Eye For Film >> Movies >> Despite The Falling Snow (2016) Film Review
Despite The Falling Snow
Reviewed by: Angus Wolfe Murray
The complexity of the plot camouflages a simple question. Is running away a betrayal?
What about time and place - Russia during the Cold War - and deadly secrets between lovers?
Writer/director Shamin Sarif slices the story in half 30 years apart. On the one hand she suggests diplomatic intrigue in Moscow, 1961, and on the other capitalist smarts in New York, 1992.
This flashback/flashforward technique adds to the confusion. Connecting the dots, in this case the relationships, is a full time job. Is Lauren (Rebecca Ferguson as a blonde) Alexander's daughter, or some other relative? If Charles Dance is the older version of Sam Reid, who plays Alexander, an under secretary of sorts in the Communist regime, he has gained four inches in height. Must be all that Coca-Cola and ice cream.

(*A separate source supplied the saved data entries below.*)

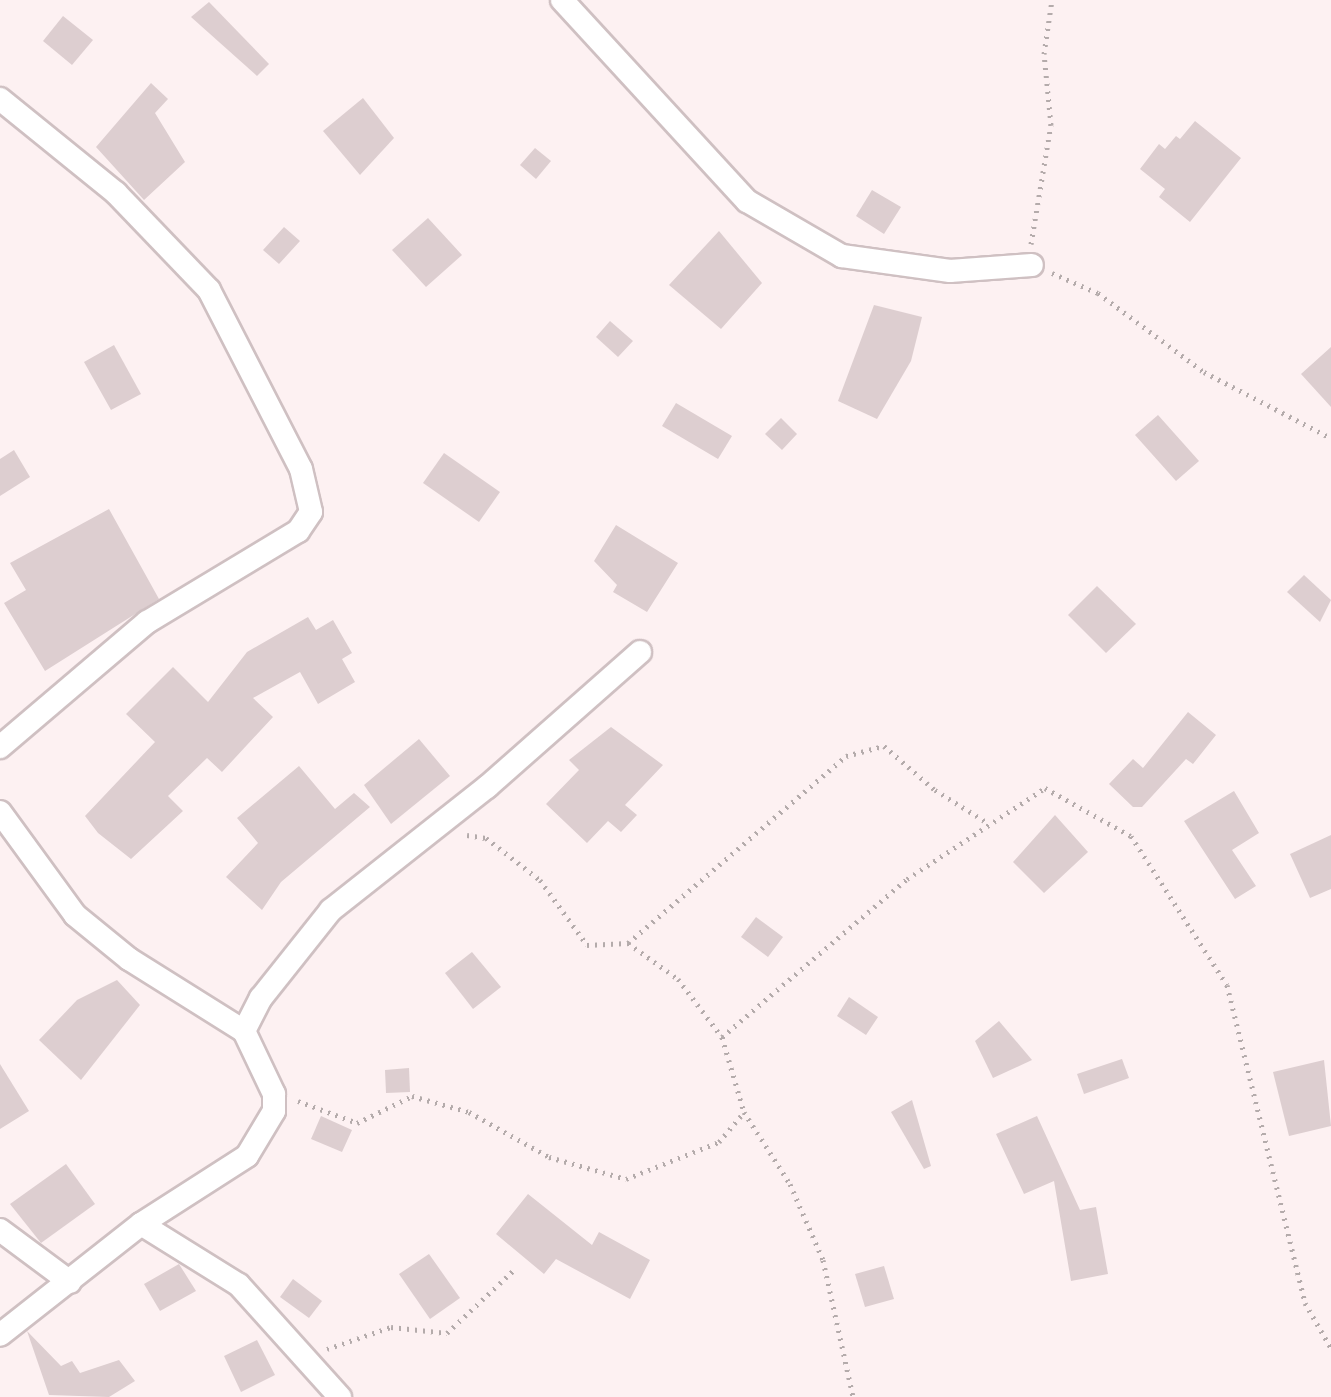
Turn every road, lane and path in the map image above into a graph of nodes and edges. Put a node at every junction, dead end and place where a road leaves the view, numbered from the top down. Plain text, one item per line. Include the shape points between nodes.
1 (562, 0) edge
2 (1052, 0) edge
3 (0, 99) edge
4 (1032, 265) junction
5 (1331, 438) edge
6 (640, 652) dead end
7 (0, 747) edge
8 (0, 812) edge
9 (988, 823) junction
10 (430, 827) junction
11 (628, 943) junction
12 (244, 1031) junction
13 (722, 1037) junction
14 (274, 1094) junction
15 (744, 1112) junction
16 (141, 1224) junction
17 (0, 1230) edge
18 (516, 1268) dead end
19 (70, 1282) junction
20 (0, 1335) edge
21 (1331, 1348) edge
22 (306, 1356) junction
23 (340, 1397) edge
24 (853, 1397) edge

1 - 4 street via 747,201 842,256 950,271
2 - 4 path via 1044,54 1051,125 1031,231
3 - 7 street via 116,193 209,290 301,469 311,512 298,531 147,622
4 - 5 path via 1098,293 1204,372
6 - 10 street via 520,760
8 - 12 street via 75,915 129,959
9 - 11 path via 935,790 884,746 846,756
9 - 13 path via 907,879
9 - 21 path via 1045,788 1131,836 1227,985 1305,1303
10 - 11 path via 486,838 540,880 587,945
10 - 12 street via 331,910 261,998
11 - 13 path via 678,979
12 - 14 street
13 - 15 path
14 - 15 path via 357,1123 412,1096 469,1112 549,1157 626,1179 719,1142
14 - 16 street via 274,1111 247,1156
15 - 24 path via 790,1184 823,1260
16 - 19 street
16 - 22 street via 239,1285
17 - 19 street
18 - 22 path via 447,1333 391,1327
19 - 20 street
22 - 23 street

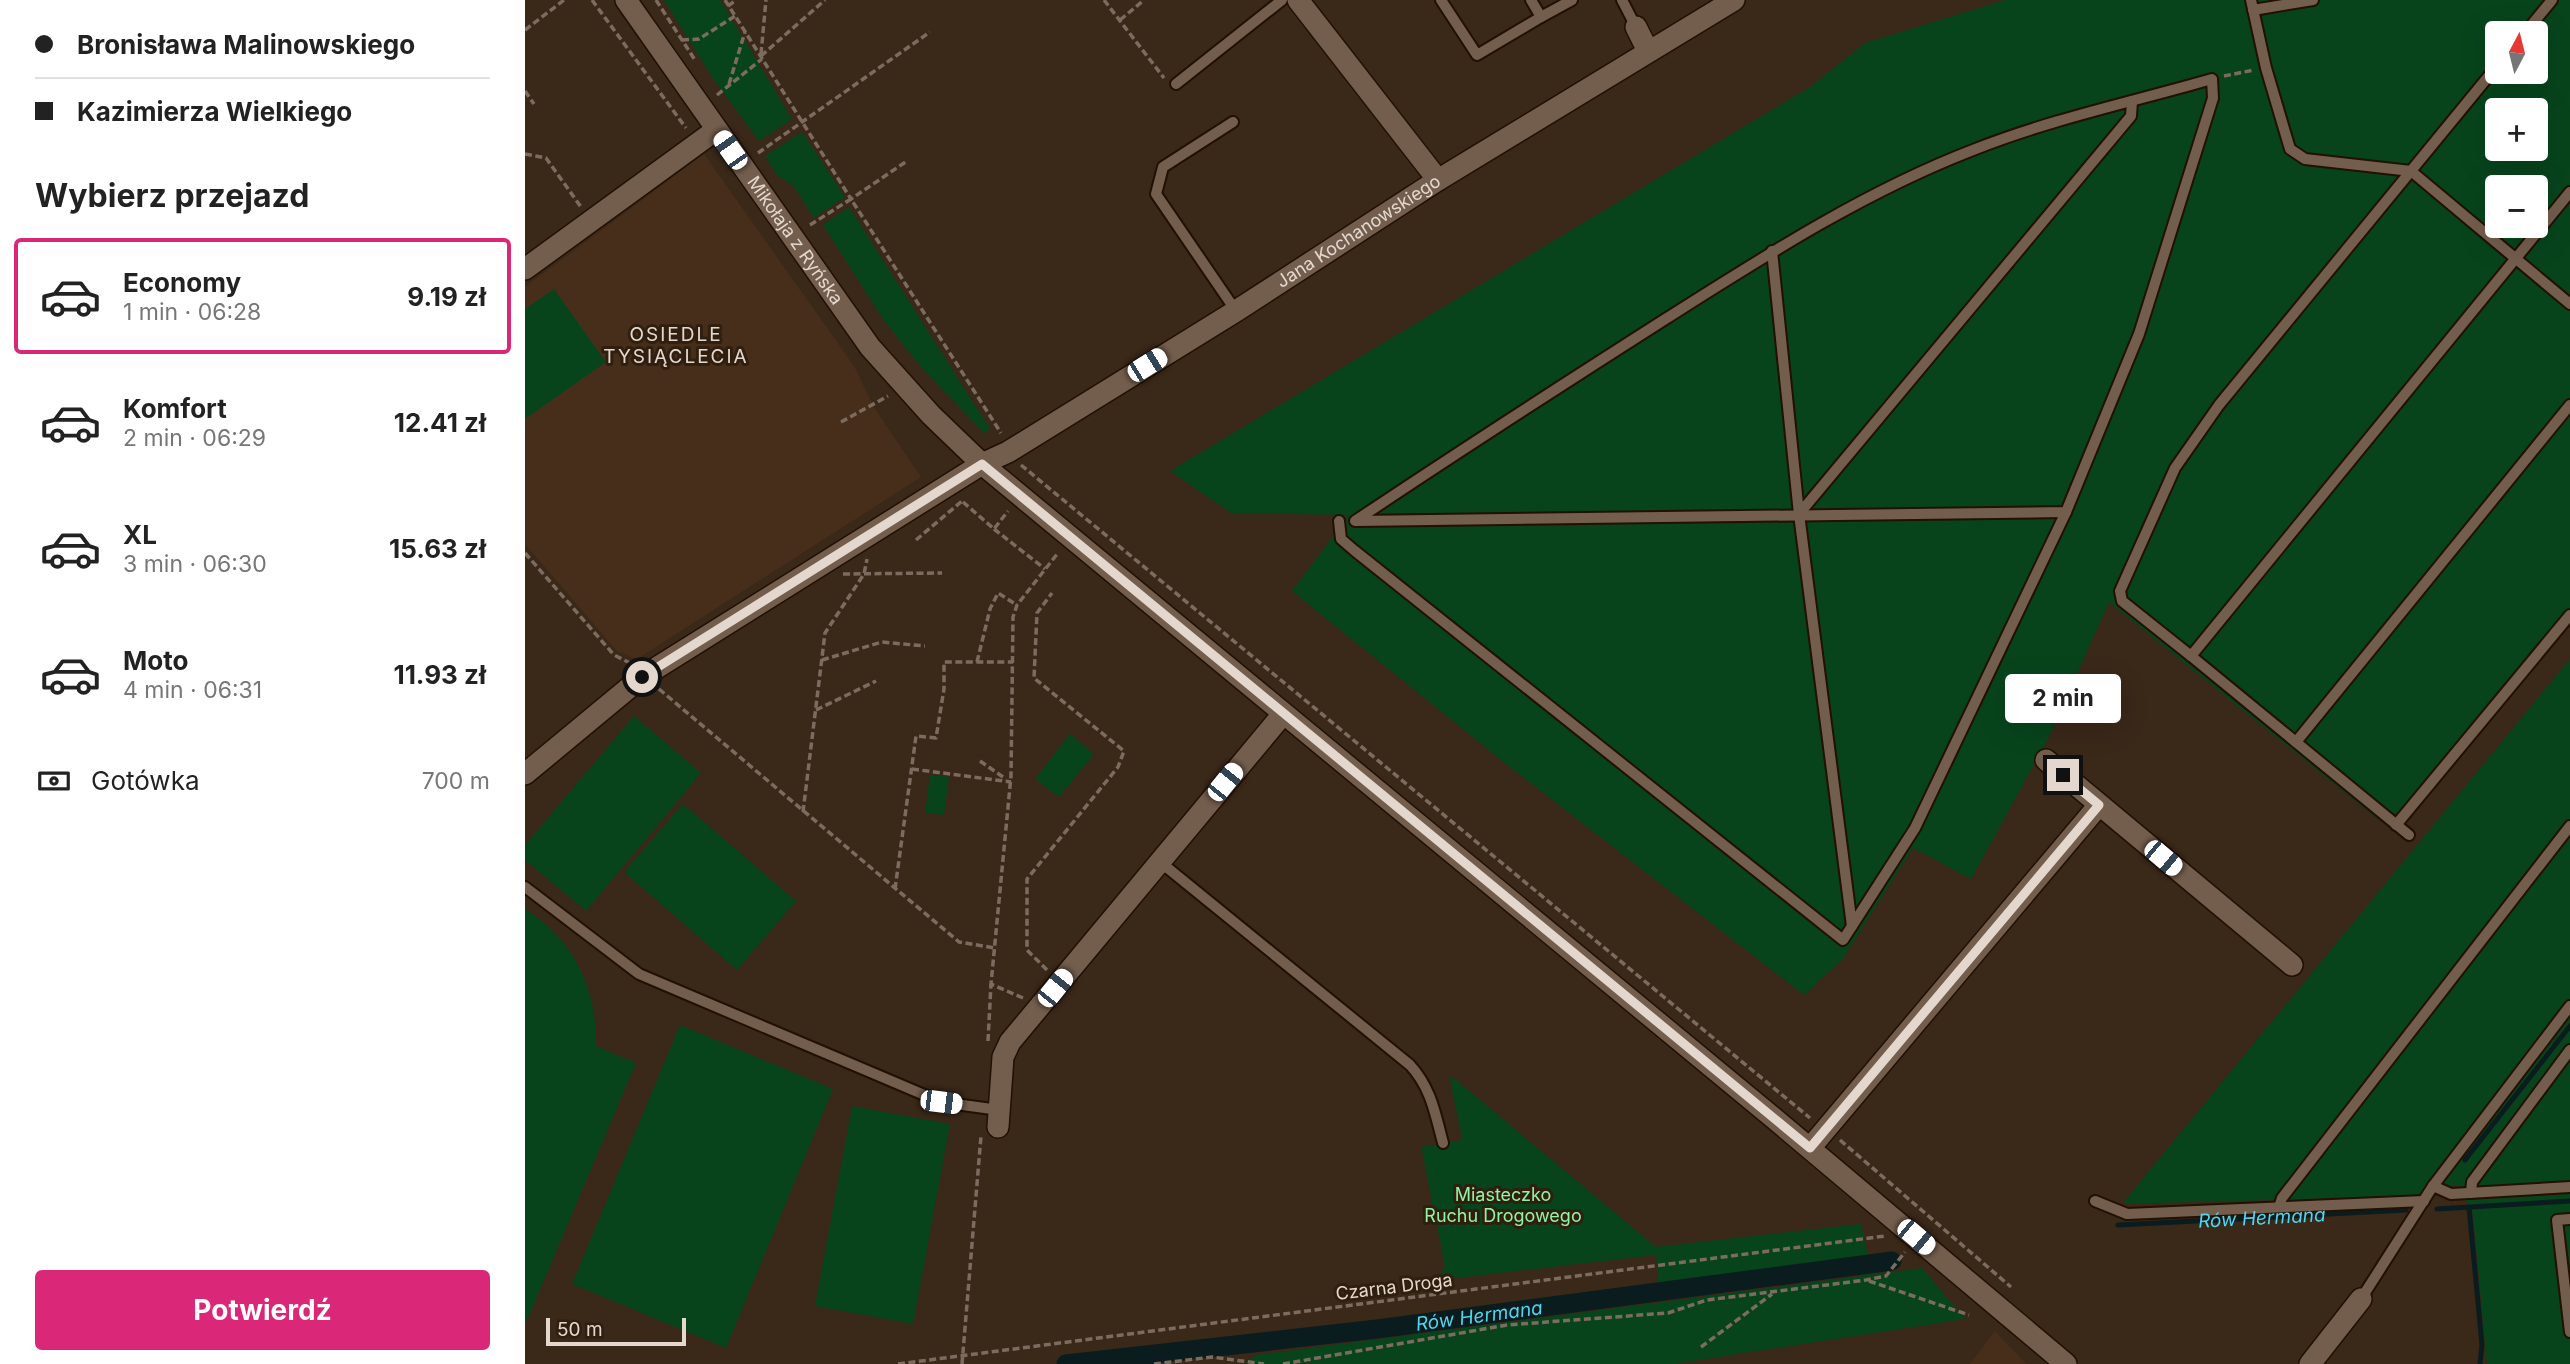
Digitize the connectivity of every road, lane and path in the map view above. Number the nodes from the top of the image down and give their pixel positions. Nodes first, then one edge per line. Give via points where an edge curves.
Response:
1 (564, 0) edge
2 (626, 0) edge
3 (725, 0) edge
4 (736, 0) edge
5 (766, 0) edge
6 (825, 0) edge
7 (1104, 0) edge
8 (1144, 0) edge
9 (1282, 0) edge
10 (1298, 0) edge
11 (1441, 0) edge
12 (1531, 0) edge
13 (1572, 0) edge
14 (1622, 0) edge
15 (1734, 0) edge
16 (2313, 0) edge
17 (2552, 0) edge
18 (2252, 5) edge
19 (729, 6) junction
20 (735, 16) junction
21 (1541, 17) junction
22 (1119, 20) junction
23 (2535, 21) edge
24 (1636, 27) joint
25 (525, 30) edge
26 (745, 32) junction
27 (930, 32) dead end
28 (682, 40) dead end
29 (1649, 51) junction
30 (761, 58) junction
31 (2266, 68) junction
32 (2212, 79) junction
33 (2485, 80) edge
34 (1176, 84) joint
35 (729, 85) junction
36 (525, 91) edge
37 (717, 95) dead end
38 (2132, 102) junction
39 (534, 104) dead end
40 (1233, 121) dead end
41 (802, 122) junction
42 (716, 130) junction
43 (525, 154) edge
44 (756, 155) dead end
45 (907, 161) dead end
46 (2410, 171) junction
47 (1438, 180) junction
48 (2570, 192) edge
49 (851, 199) junction
50 (585, 213) dead end
51 (810, 225) dead end
52 (1772, 251) junction
53 (2515, 259) junction
54 (525, 268) edge
55 (2570, 304) edge
56 (1236, 311) junction
57 (892, 393) dead end
58 (2570, 405) edge
59 (841, 422) dead end
60 (999, 439) dead end
61 (1013, 457) dead end
62 (982, 464) junction
63 (957, 493) dead end
64 (963, 502) junction
65 (1011, 507) dead end
66 (2066, 512) junction
67 (1799, 514) junction
68 (1339, 521) dead end
69 (994, 529) junction
70 (916, 540) dead end
71 (1061, 550) dead end
72 (878, 552) dead end
73 (525, 553) edge
74 (867, 559) junction
75 (859, 564) dead end
76 (850, 569) dead end
77 (1045, 569) junction
78 (942, 573) dead end
79 (864, 574) junction
80 (1052, 593) dead end
81 (1017, 605) junction
82 (2570, 615) edge
83 (925, 646) dead end
84 (2191, 656) junction
85 (822, 660) junction
86 (978, 662) junction
87 (1013, 662) junction
88 (642, 677) junction
89 (876, 681) dead end
90 (816, 710) junction
91 (1283, 714) junction
92 (2296, 742) junction
93 (2046, 760) dead end
94 (980, 761) dead end
95 (912, 769) junction
96 (525, 774) edge
97 (1011, 782) junction
98 (2099, 805) junction
99 (803, 812) junction
100 (2396, 825) junction
101 (2570, 826) edge
102 (2409, 835) dead end
103 (1159, 861) junction
104 (525, 887) edge
105 (895, 889) junction
106 (1852, 926) junction
107 (995, 947) junction
108 (2292, 965) dead end
109 (1051, 974) dead end
110 (991, 984) junction
111 (1028, 1001) dead end
112 (2570, 1006) edge
113 (988, 1050) dead end
114 (2570, 1051) edge
115 (994, 1115) junction
116 (1818, 1123) dead end
117 (1833, 1135) dead end
118 (1443, 1143) dead end
119 (1810, 1148) junction
120 (2433, 1186) junction
121 (2570, 1187) edge
122 (2471, 1193) junction
123 (2095, 1200) dead end
124 (2424, 1201) junction
125 (2279, 1207) junction
126 (2570, 1219) edge
127 (1891, 1232) dead end
128 (1909, 1247) dead end
129 (1866, 1280) junction
130 (2011, 1287) dead end
131 (1775, 1292) junction
132 (2361, 1299) joint
133 (1969, 1315) dead end
134 (2570, 1332) edge
135 (1701, 1347) dead end
136 (963, 1356) junction
137 (898, 1364) edge
138 (962, 1364) edge
139 (1154, 1364) edge
140 (1264, 1364) edge
141 (1283, 1364) edge
142 (2066, 1364) edge
143 (2310, 1364) edge

1 - 25 path
2 - 42 street, Mikołaja z Ryńska
3 - 19 path
4 - 19 path
5 - 30 path
6 - 30 path
7 - 22 path
8 - 22 path
9 - 34 lane
10 - 47 street
11 - 21 lane via 1477,55
12 - 21 lane
13 - 21 lane
14 - 24 lane
15 - 29 street, Jana Kochanowskiego
16 - 18 lane
17 - 23 lane
18 - 31 lane
19 - 20 path
20 - 26 path
20 - 28 path via 699,39
22 - 34 path via 1171,86
24 - 29 street
26 - 30 path
26 - 35 path
27 - 41 path
29 - 47 street, Jana Kochanowskiego
30 - 35 path
30 - 41 path
31 - 32 path
31 - 46 lane via 2290,149 2305,159
32 - 38 lane
32 - 66 lane via 2213,98 2139,334
33 - 46 lane
35 - 37 path
36 - 39 path
38 - 52 lane via 2080,112 1972,150 1865,197
38 - 67 lane via 2131,117
40 - 56 lane via 1163,167 1156,194
41 - 44 path
41 - 49 path
42 - 54 street
42 - 62 street, Mikołaja z Ryńska via 870,347
43 - 50 path via 546,158
45 - 49 path
46 - 53 lane
46 - 84 lane via 2187,449 2125,579 2122,601
47 - 56 street, Jana Kochanowskiego
48 - 53 lane
49 - 51 path
49 - 60 path via 1001,433
52 - 67 lane
52 - 67 lane via 1355,521
53 - 55 lane
53 - 84 lane
56 - 62 street, Jana Kochanowskiego
57 - 59 path
58 - 92 lane
61 - 116 path via 1034,479
62 - 88 street, Jana Kochanowskiego
62 - 91 street, Mikołaja z Ryńska
63 - 64 path
64 - 69 path
64 - 70 path
65 - 69 path
66 - 67 lane
66 - 106 lane via 1915,828
67 - 106 lane
68 - 106 lane via 1341,538 1355,551 1843,940
69 - 77 path
71 - 77 path
72 - 74 path
73 - 88 path via 614,655 632,664
74 - 75 path
74 - 79 path
76 - 79 path via 842,574
77 - 81 path
78 - 79 path
79 - 85 path via 825,633
80 - 109 path via 1037,613 1034,678 1124,751 1118,767 1027,878 1027,950
81 - 86 path via 998,593
81 - 87 path
82 - 100 lane
83 - 85 path via 882,642
84 - 92 lane
85 - 90 path
86 - 87 path
86 - 95 path via 944,662 936,738 916,736
87 - 97 path
88 - 96 street, Jana Kochanowskiego
88 - 99 path
89 - 90 path
90 - 99 path
91 - 103 street
91 - 119 street, Mikołaja z Ryńska
92 - 100 lane
93 - 98 street
94 - 97 path
95 - 97 path
95 - 105 path
97 - 107 path
98 - 108 street
98 - 119 street
99 - 105 path
100 - 102 lane
101 - 125 lane via 2315,1154
103 - 115 street via 1010,1042 1003,1057
103 - 118 lane via 1410,1065 1431,1096
104 - 115 lane via 639,974 941,1102
105 - 107 path via 959,942
107 - 110 path
110 - 111 path
110 - 113 path
112 - 120 lane
114 - 122 lane via 2472,1182
115 - 136 path
117 - 130 path
119 - 142 street, Mikołaja z Ryńska
120 - 122 lane via 2451,1194
120 - 124 lane
121 - 122 lane
123 - 125 lane via 2127,1213
124 - 125 lane
124 - 132 lane
126 - 134 lane via 2557,1220
127 - 136 path, Czarna Droga via 1884,1237
128 - 129 path via 1886,1276
129 - 131 path
129 - 133 path
131 - 135 path
131 - 141 path via 1707,1300 1668,1313 1507,1325
132 - 143 street
136 - 137 path, Czarna Droga
136 - 138 path
139 - 140 path via 1212,1356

In 1961, Alexander and his friend Misha (Oliver Jackson-Cohen) are planning to defect during a trade delegation to America. Alexander agrees as long as his wife Katya (Rebecca Ferguson as a brunette) can be smuggled across later. This does not happen for reasons that cannot be divulged under The Anti Spoiler Rules.
Lauren is an artist, living in New York. As well as being related to the main players she is (shock horror USSR) a lesbian. She organises an exhibition in Moscow where she has a one-night-stand with journalist Martine (Antje Traus) who is someone else's daughter from the dark old days, or not, and discovers truths about the past that lay loyalty low.
The film should have been romantic and thrilling yet turns out to be baffling and slow, leaving the audience up to their minds' eyes in mud(dle).